Switzerland’s Tariff Test

The Swiss are known for their precision craftmanship, artisanal techniques and finest quality – just ask their watchmakers. But despite their reputation for keeping perfect time, the Swiss are struggling to recalibrate their trade strategy in this age of deglobalization.

With a goods trade surplus of about $40 billion with the United States in 2024, Switzerland was always likely to find itself in the crosshairs of the new U.S. administration. But few expected that Swiss exports would be hit with a flat 39% tariff, the highest in the developed world.

What makes America’s penalties so notable is that the rate is more than double that levied on the European Union (EU), and far steeper than those applied to other comparable non-EU nations like the U.K. and Australia. Countries with larger trade surpluses with the U.S. have faced lower tariffs.

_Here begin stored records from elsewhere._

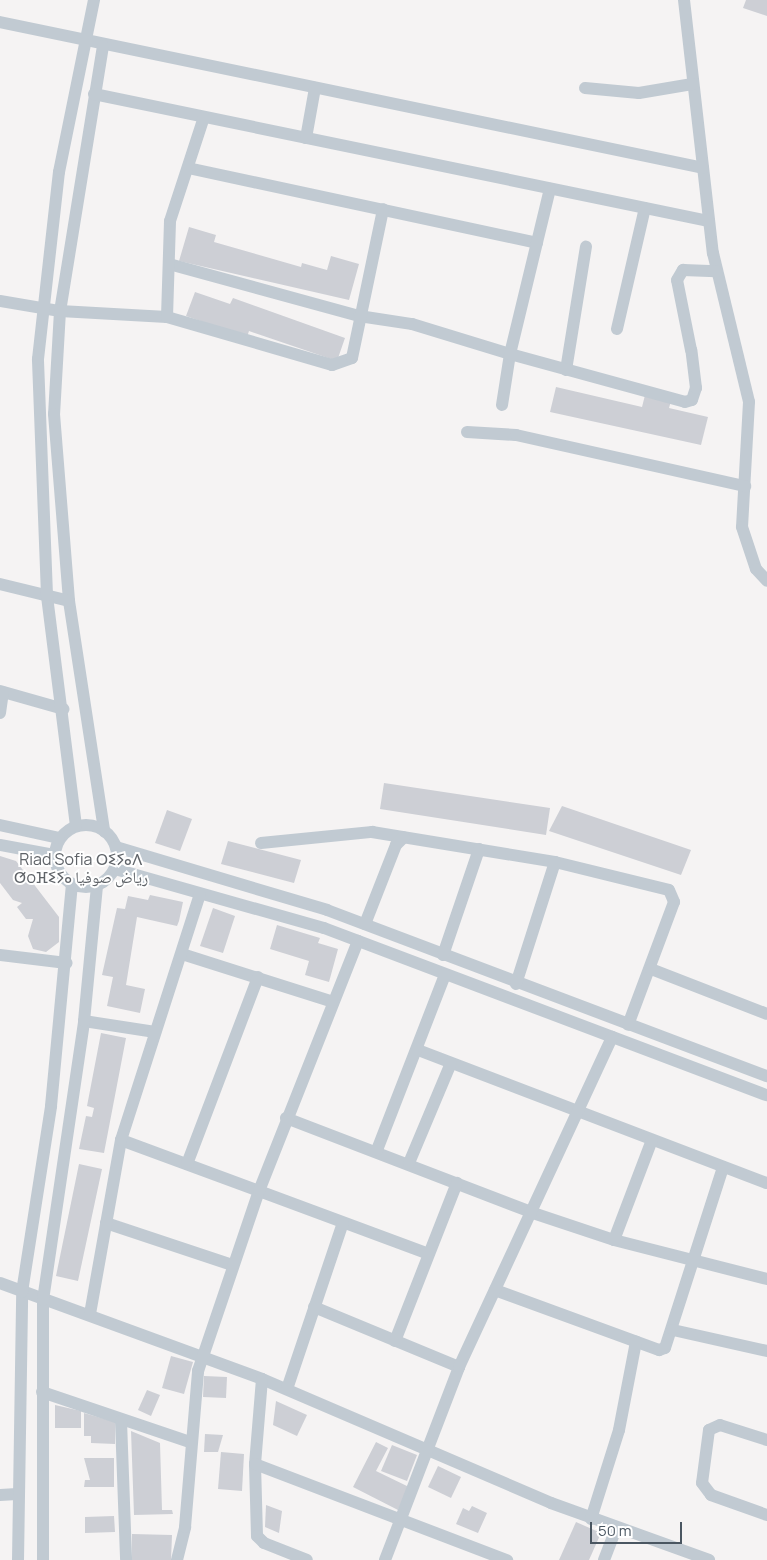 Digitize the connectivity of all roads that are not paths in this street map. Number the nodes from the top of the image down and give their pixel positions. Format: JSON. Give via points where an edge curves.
{"nodes":[{"id":1,"x":94,"y":0,"type":"edge"},
{"id":2,"x":684,"y":0,"type":"edge"},
{"id":3,"x":0,"y":22,"type":"edge"},
{"id":4,"x":84,"y":41,"type":"junction"},
{"id":5,"x":104,"y":46,"type":"junction"},
{"id":6,"x":692,"y":84,"type":"junction"},
{"id":7,"x":315,"y":88,"type":"junction"},
{"id":8,"x":585,"y":88,"type":"dead end"},
{"id":9,"x":94,"y":94,"type":"junction"},
{"id":10,"x":204,"y":117,"type":"junction"},
{"id":11,"x":306,"y":138,"type":"junction"},
{"id":12,"x":188,"y":168,"type":"junction"},
{"id":13,"x":702,"y":168,"type":"junction"},
{"id":14,"x":60,"y":172,"type":"junction"},
{"id":15,"x":78,"y":176,"type":"junction"},
{"id":16,"x":550,"y":189,"type":"junction"},
{"id":17,"x":645,"y":208,"type":"junction"},
{"id":18,"x":383,"y":209,"type":"junction"},
{"id":19,"x":709,"y":222,"type":"junction"},
{"id":20,"x":537,"y":243,"type":"junction"},
{"id":21,"x":586,"y":247,"type":"dead end"},
{"id":22,"x":169,"y":264,"type":"junction"},
{"id":23,"x":716,"y":271,"type":"junction"},
{"id":24,"x":0,"y":301,"type":"edge"},
{"id":25,"x":42,"y":309,"type":"junction"},
{"id":26,"x":60,"y":311,"type":"junction"},
{"id":27,"x":359,"y":316,"type":"junction"},
{"id":28,"x":167,"y":317,"type":"junction"},
{"id":29,"x":617,"y":329,"type":"dead end"},
{"id":30,"x":510,"y":354,"type":"junction"},
{"id":31,"x":566,"y":370,"type":"junction"},
{"id":32,"x":502,"y":405,"type":"dead end"},
{"id":33,"x":467,"y":432,"type":"dead end"},
{"id":34,"x":744,"y":486,"type":"junction"},
{"id":35,"x":766,"y":581,"type":"edge"},
{"id":36,"x":0,"y":584,"type":"edge"},
{"id":37,"x":46,"y":596,"type":"junction"},
{"id":38,"x":69,"y":601,"type":"junction"},
{"id":39,"x":2,"y":692,"type":"edge"},
{"id":40,"x":63,"y":708,"type":"junction"},
{"id":41,"x":0,"y":713,"type":"edge"},
{"id":42,"x":0,"y":825,"type":"edge"},
{"id":43,"x":76,"y":826,"type":"junction"},
{"id":44,"x":104,"y":831,"type":"junction"},
{"id":45,"x":404,"y":837,"type":"junction"},
{"id":46,"x":59,"y":838,"type":"junction"},
{"id":47,"x":261,"y":843,"type":"dead end"},
{"id":48,"x":0,"y":846,"type":"edge"},
{"id":49,"x":116,"y":847,"type":"junction"},
{"id":50,"x":479,"y":849,"type":"junction"},
{"id":51,"x":54,"y":856,"type":"junction"},
{"id":52,"x":555,"y":862,"type":"junction"},
{"id":53,"x":115,"y":868,"type":"junction"},
{"id":54,"x":72,"y":885,"type":"junction"},
{"id":55,"x":97,"y":886,"type":"junction"},
{"id":56,"x":200,"y":894,"type":"junction"},
{"id":57,"x":365,"y":924,"type":"junction"},
{"id":58,"x":358,"y":941,"type":"junction"},
{"id":59,"x":182,"y":954,"type":"junction"},
{"id":60,"x":0,"y":955,"type":"edge"},
{"id":61,"x":443,"y":955,"type":"junction"},
{"id":62,"x":67,"y":963,"type":"junction"},
{"id":63,"x":651,"y":969,"type":"junction"},
{"id":64,"x":445,"y":974,"type":"junction"},
{"id":65,"x":258,"y":977,"type":"junction"},
{"id":66,"x":516,"y":984,"type":"junction"},
{"id":67,"x":333,"y":1002,"type":"junction"},
{"id":68,"x":767,"y":1014,"type":"edge"},
{"id":69,"x":84,"y":1021,"type":"junction"},
{"id":70,"x":628,"y":1025,"type":"junction"},
{"id":71,"x":155,"y":1032,"type":"junction"},
{"id":72,"x":612,"y":1037,"type":"junction"},
{"id":73,"x":418,"y":1050,"type":"junction"},
{"id":74,"x":451,"y":1063,"type":"junction"},
{"id":75,"x":767,"y":1076,"type":"edge"},
{"id":76,"x":767,"y":1095,"type":"edge"},
{"id":77,"x":579,"y":1112,"type":"junction"},
{"id":78,"x":286,"y":1118,"type":"junction"},
{"id":79,"x":121,"y":1140,"type":"junction"},
{"id":80,"x":652,"y":1140,"type":"junction"},
{"id":81,"x":377,"y":1150,"type":"junction"},
{"id":82,"x":409,"y":1163,"type":"junction"},
{"id":83,"x":187,"y":1164,"type":"junction"},
{"id":84,"x":723,"y":1167,"type":"junction"},
{"id":85,"x":767,"y":1182,"type":"edge"},
{"id":86,"x":457,"y":1183,"type":"junction"},
{"id":87,"x":259,"y":1191,"type":"junction"},
{"id":88,"x":533,"y":1213,"type":"junction"},
{"id":89,"x":343,"y":1223,"type":"junction"},
{"id":90,"x":106,"y":1224,"type":"junction"},
{"id":91,"x":614,"y":1240,"type":"junction"},
{"id":92,"x":426,"y":1253,"type":"junction"},
{"id":93,"x":693,"y":1259,"type":"junction"},
{"id":94,"x":232,"y":1265,"type":"junction"},
{"id":95,"x":767,"y":1279,"type":"edge"},
{"id":96,"x":0,"y":1283,"type":"edge"},
{"id":97,"x":495,"y":1290,"type":"junction"},
{"id":98,"x":22,"y":1292,"type":"junction"},
{"id":99,"x":43,"y":1300,"type":"junction"},
{"id":100,"x":314,"y":1307,"type":"junction"},
{"id":101,"x":90,"y":1314,"type":"junction"},
{"id":102,"x":673,"y":1330,"type":"junction"},
{"id":103,"x":395,"y":1341,"type":"junction"},
{"id":104,"x":636,"y":1342,"type":"junction"},
{"id":105,"x":767,"y":1351,"type":"edge"},
{"id":106,"x":202,"y":1357,"type":"junction"},
{"id":107,"x":459,"y":1367,"type":"junction"},
{"id":108,"x":262,"y":1378,"type":"junction"},
{"id":109,"x":287,"y":1389,"type":"junction"},
{"id":110,"x":42,"y":1392,"type":"junction"},
{"id":111,"x":121,"y":1421,"type":"junction"},
{"id":112,"x":767,"y":1440,"type":"edge"},
{"id":113,"x":190,"y":1442,"type":"junction"},
{"id":114,"x":429,"y":1452,"type":"junction"},
{"id":115,"x":255,"y":1464,"type":"junction"},
{"id":116,"x":17,"y":1494,"type":"junction"},
{"id":117,"x":0,"y":1495,"type":"edge"},
{"id":118,"x":767,"y":1515,"type":"edge"},
{"id":119,"x":403,"y":1519,"type":"junction"},
{"id":120,"x":591,"y":1519,"type":"junction"},
{"id":121,"x":616,"y":1529,"type":"junction"},
{"id":122,"x":18,"y":1560,"type":"edge"},
{"id":123,"x":43,"y":1560,"type":"edge"},
{"id":124,"x":126,"y":1560,"type":"edge"},
{"id":125,"x":177,"y":1560,"type":"edge"},
{"id":126,"x":307,"y":1560,"type":"edge"},
{"id":127,"x":385,"y":1560,"type":"edge"},
{"id":128,"x":507,"y":1560,"type":"edge"},
{"id":129,"x":604,"y":1560,"type":"edge"},
{"id":130,"x":710,"y":1560,"type":"edge"}],
"edges":[{"from":1,"to":4,"type":"street"},
{"from":2,"to":6,"type":"street"},
{"from":3,"to":4,"type":"street"},
{"from":4,"to":5,"type":"street"},
{"from":4,"to":14,"type":"street"},
{"from":5,"to":7,"type":"street"},
{"from":5,"to":9,"type":"street"},
{"from":6,"to":8,"type":"street","via":[[639,93]]},
{"from":6,"to":13,"type":"street"},
{"from":7,"to":11,"type":"street"},
{"from":7,"to":13,"type":"street"},
{"from":9,"to":10,"type":"street"},
{"from":9,"to":15,"type":"street"},
{"from":10,"to":11,"type":"street"},
{"from":10,"to":12,"type":"street"},
{"from":11,"to":16,"type":"street"},
{"from":12,"to":18,"type":"street"},
{"from":12,"to":22,"type":"street","via":[[170,221]]},
{"from":13,"to":19,"type":"street"},
{"from":14,"to":15,"type":"street"},
{"from":14,"to":25,"type":"street"},
{"from":15,"to":26,"type":"street"},
{"from":16,"to":17,"type":"street"},
{"from":16,"to":20,"type":"street"},
{"from":17,"to":19,"type":"street"},
{"from":17,"to":29,"type":"street"},
{"from":18,"to":20,"type":"street"},
{"from":18,"to":27,"type":"street"},
{"from":19,"to":23,"type":"street"},
{"from":20,"to":30,"type":"street"},
{"from":21,"to":31,"type":"street"},
{"from":22,"to":27,"type":"street"},
{"from":22,"to":28,"type":"street"},
{"from":23,"to":31,"type":"street","via":[[683,270],[677,280],[696,388],[692,400],[685,402]]},
{"from":23,"to":34,"type":"street","via":[[749,402]]},
{"from":24,"to":25,"type":"street"},
{"from":25,"to":26,"type":"street"},
{"from":25,"to":37,"type":"street","via":[[38,408]]},
{"from":26,"to":28,"type":"street"},
{"from":26,"to":38,"type":"street","via":[[54,414]]},
{"from":27,"to":28,"type":"street","via":[[352,358],[332,365]]},
{"from":27,"to":30,"type":"street","via":[[412,324]]},
{"from":30,"to":31,"type":"street"},
{"from":30,"to":32,"type":"street"},
{"from":33,"to":34,"type":"street","via":[[516,435]]},
{"from":34,"to":35,"type":"street","via":[[742,527],[748,550]]},
{"from":36,"to":37,"type":"street"},
{"from":37,"to":38,"type":"street"},
{"from":37,"to":40,"type":"street"},
{"from":38,"to":44,"type":"street"},
{"from":39,"to":40,"type":"street"},
{"from":39,"to":41,"type":"street"},
{"from":40,"to":43,"type":"street"},
{"from":42,"to":46,"type":"street"},
{"from":43,"to":44,"type":"street"},
{"from":43,"to":46,"type":"street"},
{"from":44,"to":49,"type":"street"},
{"from":45,"to":47,"type":"street","via":[[372,832]]},
{"from":45,"to":50,"type":"street"},
{"from":45,"to":57,"type":"street","via":[[396,845]]},
{"from":46,"to":51,"type":"street"},
{"from":48,"to":51,"type":"street"},
{"from":49,"to":53,"type":"street"},
{"from":49,"to":57,"type":"street"},
{"from":50,"to":52,"type":"street"},
{"from":50,"to":61,"type":"street"},
{"from":51,"to":54,"type":"street","via":[[62,878]]},
{"from":52,"to":63,"type":"street","via":[[673,893],[674,902]]},
{"from":52,"to":66,"type":"street"},
{"from":53,"to":55,"type":"street"},
{"from":53,"to":56,"type":"street"},
{"from":54,"to":55,"type":"street"},
{"from":54,"to":62,"type":"street"},
{"from":55,"to":69,"type":"street"},
{"from":56,"to":58,"type":"street"},
{"from":56,"to":59,"type":"street"},
{"from":57,"to":61,"type":"street"},
{"from":58,"to":64,"type":"street"},
{"from":58,"to":67,"type":"street"},
{"from":59,"to":65,"type":"street"},
{"from":59,"to":71,"type":"street"},
{"from":60,"to":62,"type":"street"},
{"from":61,"to":66,"type":"street"},
{"from":62,"to":98,"type":"street"},
{"from":63,"to":68,"type":"street"},
{"from":63,"to":70,"type":"street"},
{"from":64,"to":72,"type":"street"},
{"from":64,"to":73,"type":"street"},
{"from":65,"to":67,"type":"street"},
{"from":65,"to":83,"type":"street"},
{"from":66,"to":70,"type":"street"},
{"from":67,"to":78,"type":"street"},
{"from":69,"to":71,"type":"street"},
{"from":69,"to":99,"type":"street"},
{"from":70,"to":75,"type":"street"},
{"from":71,"to":79,"type":"street"},
{"from":72,"to":76,"type":"street"},
{"from":72,"to":77,"type":"street"},
{"from":73,"to":74,"type":"street"},
{"from":73,"to":81,"type":"street"},
{"from":74,"to":77,"type":"street"},
{"from":74,"to":82,"type":"street"},
{"from":77,"to":80,"type":"street"},
{"from":77,"to":88,"type":"street"},
{"from":78,"to":81,"type":"street"},
{"from":78,"to":87,"type":"street"},
{"from":79,"to":83,"type":"street"},
{"from":79,"to":90,"type":"street"},
{"from":80,"to":84,"type":"street"},
{"from":80,"to":91,"type":"street"},
{"from":81,"to":82,"type":"street"},
{"from":82,"to":86,"type":"street"},
{"from":83,"to":87,"type":"street"},
{"from":84,"to":85,"type":"street"},
{"from":84,"to":93,"type":"street"},
{"from":86,"to":88,"type":"street"},
{"from":86,"to":92,"type":"street"},
{"from":87,"to":89,"type":"street"},
{"from":87,"to":94,"type":"street"},
{"from":88,"to":91,"type":"street"},
{"from":88,"to":97,"type":"street"},
{"from":89,"to":92,"type":"street"},
{"from":89,"to":100,"type":"street"},
{"from":90,"to":94,"type":"street"},
{"from":90,"to":101,"type":"street"},
{"from":91,"to":93,"type":"street"},
{"from":92,"to":103,"type":"street"},
{"from":93,"to":95,"type":"street"},
{"from":93,"to":102,"type":"street"},
{"from":94,"to":106,"type":"street"},
{"from":96,"to":98,"type":"street"},
{"from":97,"to":104,"type":"street"},
{"from":97,"to":107,"type":"street"},
{"from":98,"to":99,"type":"street"},
{"from":98,"to":116,"type":"street"},
{"from":99,"to":101,"type":"street"},
{"from":99,"to":110,"type":"street"},
{"from":100,"to":103,"type":"street"},
{"from":100,"to":109,"type":"street"},
{"from":101,"to":106,"type":"street"},
{"from":102,"to":104,"type":"street","via":[[670,1343],[658,1350]]},
{"from":102,"to":105,"type":"street"},
{"from":103,"to":107,"type":"street"},
{"from":104,"to":120,"type":"street","via":[[619,1430]]},
{"from":106,"to":108,"type":"street"},
{"from":106,"to":113,"type":"street"},
{"from":107,"to":114,"type":"street"},
{"from":108,"to":109,"type":"street"},
{"from":108,"to":115,"type":"street"},
{"from":109,"to":114,"type":"street"},
{"from":110,"to":111,"type":"street"},
{"from":110,"to":123,"type":"street"},
{"from":111,"to":113,"type":"street"},
{"from":111,"to":124,"type":"street"},
{"from":112,"to":118,"type":"street","via":[[720,1425],[709,1430],[702,1483],[711,1495]]},
{"from":113,"to":125,"type":"street","via":[[185,1527]]},
{"from":114,"to":119,"type":"street"},
{"from":114,"to":120,"type":"street"},
{"from":115,"to":119,"type":"street"},
{"from":115,"to":126,"type":"street","via":[[257,1536],[264,1543]]},
{"from":116,"to":117,"type":"street"},
{"from":116,"to":122,"type":"street"},
{"from":119,"to":127,"type":"street"},
{"from":119,"to":128,"type":"street"},
{"from":120,"to":121,"type":"street"},
{"from":121,"to":129,"type":"street"},
{"from":121,"to":130,"type":"street"}]}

Few economies are as dependent on U.S. trade as Switzerland, with shipments across the Atlantic accounting for around 7% of the country’s gross domestic product (GDP). In Germany, the figure is under 4% of GDP. America is the top single market for Switzerland’s exports, accounting for about one-sixth of total outbound trade, dominated by a handful of industries. Pharmaceuticals and gold are among the nation’s top exports to America.

tariff exemptions

A trade deal seemed achievable, as Switzerland had already abolished virtually all industrial tariffs on imports in January 2024. Increased stockpiling of gold and pharmaceuticals in the U.S. since the turn of the year has significantly widened Switzerland’s trade surplus, triggering a more aggressive response from the U.S. administration.